Along the way I’ve envied the self-assurance of trees, flowers, birds and animals. An iris is an iris. It shoots up for a few glorious days, and fades away obediently. The top of a redwood disappears into the sky, displaying its innate strength and elegance unseen. A bougainvillea knows to cascade in unselfconscious splendor, an orange tree bears oranges, a mockingbird is a born mimic, and a mourning dove, surely misnamed, has no idea that her beautiful life affirming coo is mournful.
Such living things are simply being themselves. They don’t worry about who or where they are, where they came from, or where they’re going. Just so the tortoise who plods along day to day, supremely satisfied with his slow pace and the captivity of his own shell. He doesn’t wonder if he’s doing it right, he doesn’t strain against his confinement or try to speed up. Once, confounded by the inertia of a family pet, I wrote a book about a turtle who wanted to fly. Sheer fantasy down to the helpful rabbit and irritating squirrel. I never wrote another book in which talking animals had human aspirations, however. It seemed an invasion of an animal’s dignity to present it in ways counter to its own perfect reality. That’s not to say that I’m not enchanted by stories with bats that read books or spiders that befriend pigs. And it’s clear that children love to think of their world in this fanciful way and can often better identify with these amazing wild creatures, that can seem, for a little while, just like themselves.

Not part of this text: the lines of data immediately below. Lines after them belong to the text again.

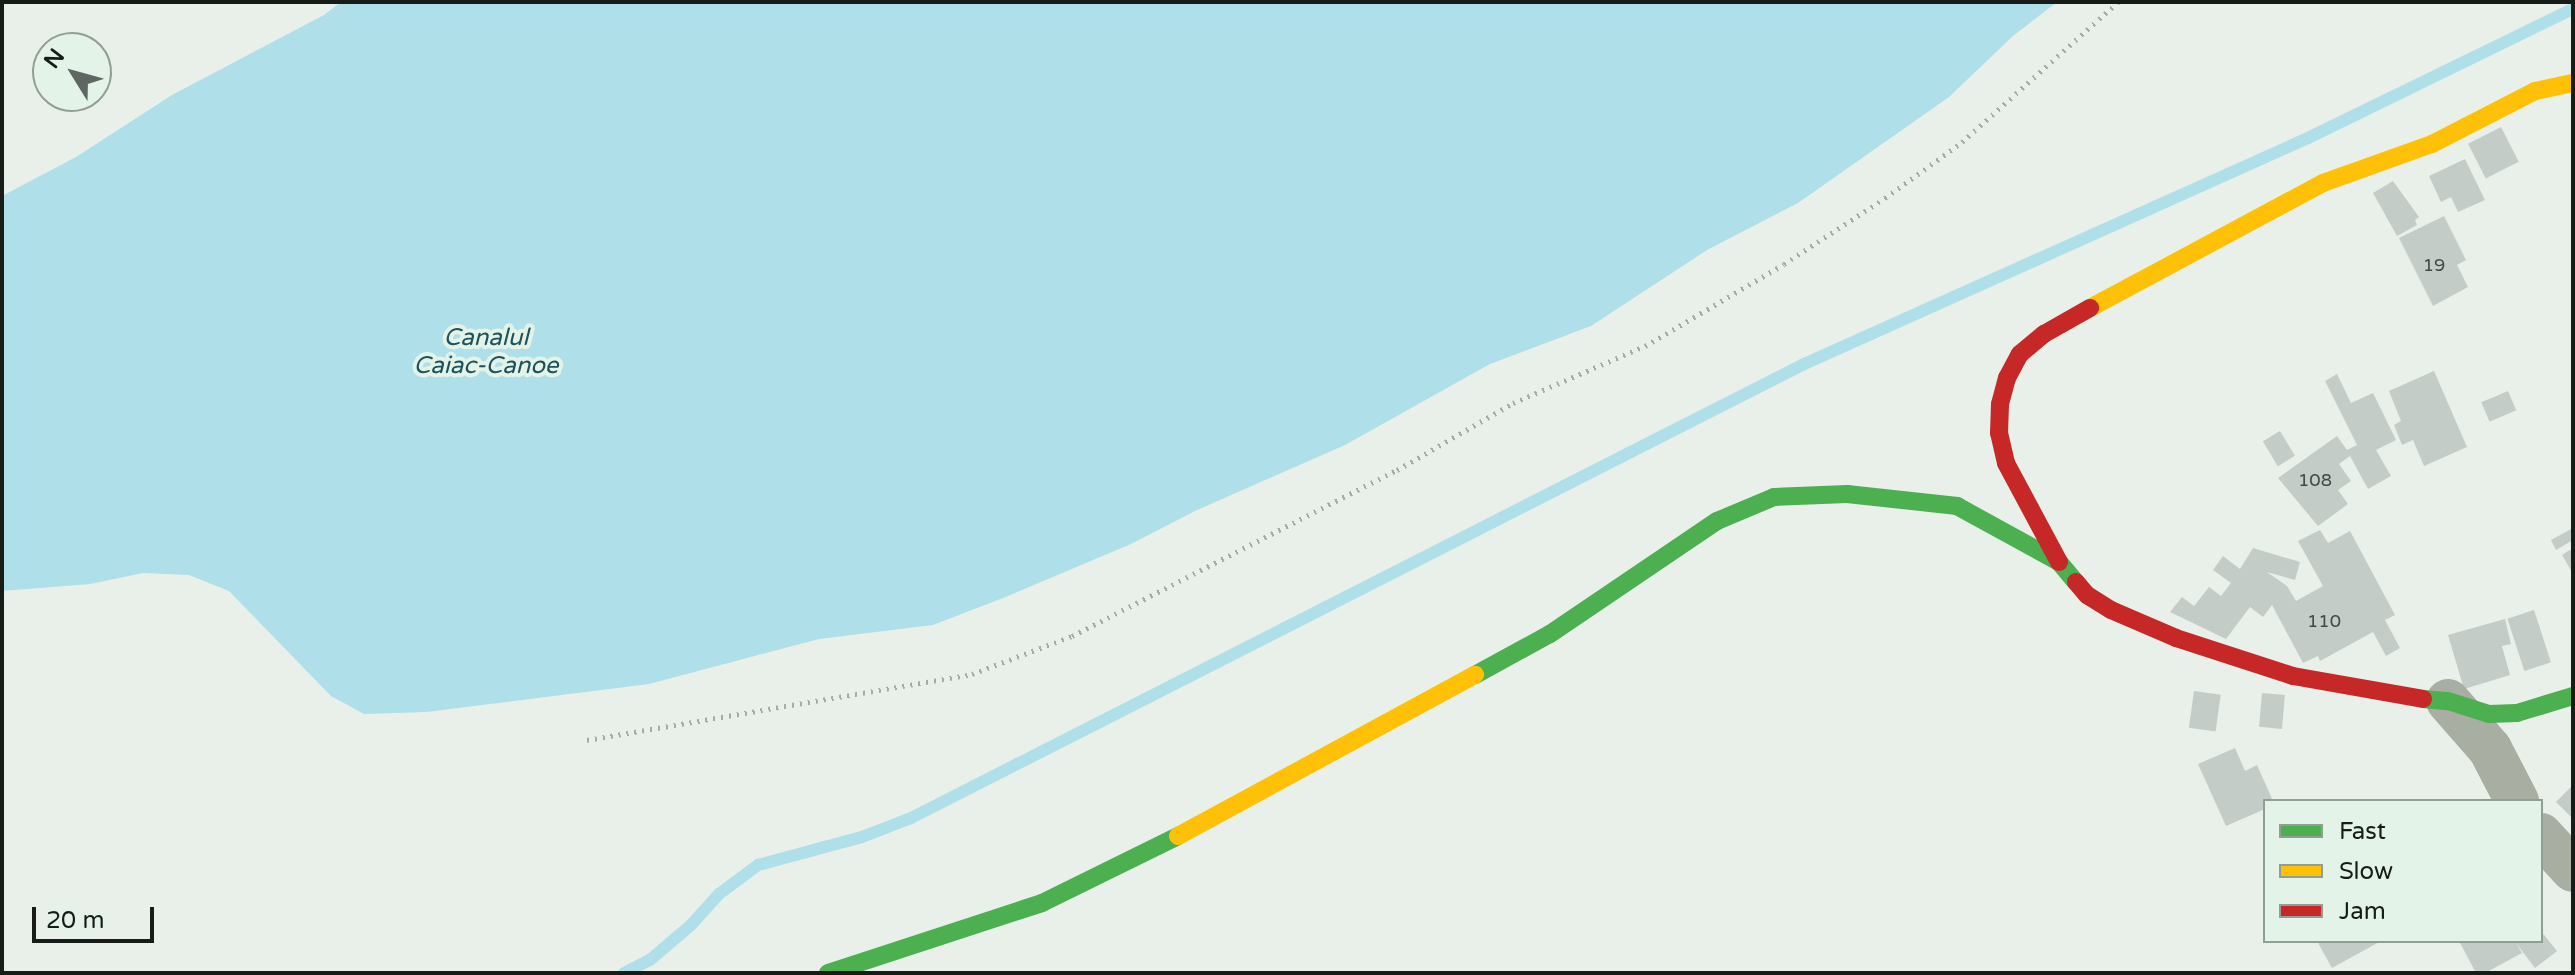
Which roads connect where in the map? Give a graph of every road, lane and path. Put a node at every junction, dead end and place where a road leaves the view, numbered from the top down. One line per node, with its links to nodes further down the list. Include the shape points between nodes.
1 (2118, 2): 6 (path, via 1962,142 1784,264 1645,346 1513,403 1397,470 1072,636 972,674)
2 (2573, 83): 3 (street, via 2535,91 2432,144 2323,183 2044,334 2020,354 2000,404 1999,433 2006,463)
3 (2059, 562): 5 (street, via 2087,595 2111,610 2203,648 2293,676); 10 (street, via 1957,506 1847,494 1774,497 1717,521 1550,634 1255,797 1042,903)
4 (2573, 696): 5 (street, via 2517,713 2489,714)
5 (2448, 701): 7 (street, via 2490,749)
6 (587, 740)
7 (2516, 799)
8 (2543, 837): 9 (street)
9 (2573, 870)
10 (828, 973)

As I grow older I continue to struggle to know myself – my strengths, my weaknesses, and my abilities. Though I definitely have a clearer picture of what I have accomplished in the past, there is still some doubt as to what I can accomplish in the future or if there will be enough time for all I’d like to complete. Of course none of us at any time in our lives knows the answer to these two conundrums. But they become more imperative as challenges increase. Even those lifeless rock formations to which I am eternally drawn, display a sense of rightness and place and history that astounds me. When I have the sense to stop questioning so much and to emulate the trees and flowers and animals, and, yes, the rocks, for a little while everything becomes so much easier.